→ **About this task**:
What is the number of lines in the entries that contain the word "JSON"? Answer with that figure alone.

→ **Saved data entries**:
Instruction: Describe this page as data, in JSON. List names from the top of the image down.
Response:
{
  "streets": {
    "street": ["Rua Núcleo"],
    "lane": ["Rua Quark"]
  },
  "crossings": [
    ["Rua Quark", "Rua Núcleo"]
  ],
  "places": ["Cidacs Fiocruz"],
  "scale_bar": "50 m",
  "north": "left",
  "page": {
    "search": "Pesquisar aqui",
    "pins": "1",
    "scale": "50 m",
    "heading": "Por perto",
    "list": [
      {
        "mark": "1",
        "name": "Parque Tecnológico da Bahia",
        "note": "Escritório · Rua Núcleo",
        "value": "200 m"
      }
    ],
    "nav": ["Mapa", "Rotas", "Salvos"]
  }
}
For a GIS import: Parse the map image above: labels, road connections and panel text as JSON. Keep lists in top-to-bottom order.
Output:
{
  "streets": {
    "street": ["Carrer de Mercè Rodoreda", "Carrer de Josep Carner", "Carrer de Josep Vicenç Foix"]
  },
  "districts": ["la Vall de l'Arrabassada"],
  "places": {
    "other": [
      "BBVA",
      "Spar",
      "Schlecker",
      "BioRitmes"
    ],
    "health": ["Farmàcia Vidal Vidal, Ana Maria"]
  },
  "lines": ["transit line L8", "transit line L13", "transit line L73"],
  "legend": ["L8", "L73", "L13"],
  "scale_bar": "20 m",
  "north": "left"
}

→ **Answer for the task**:
2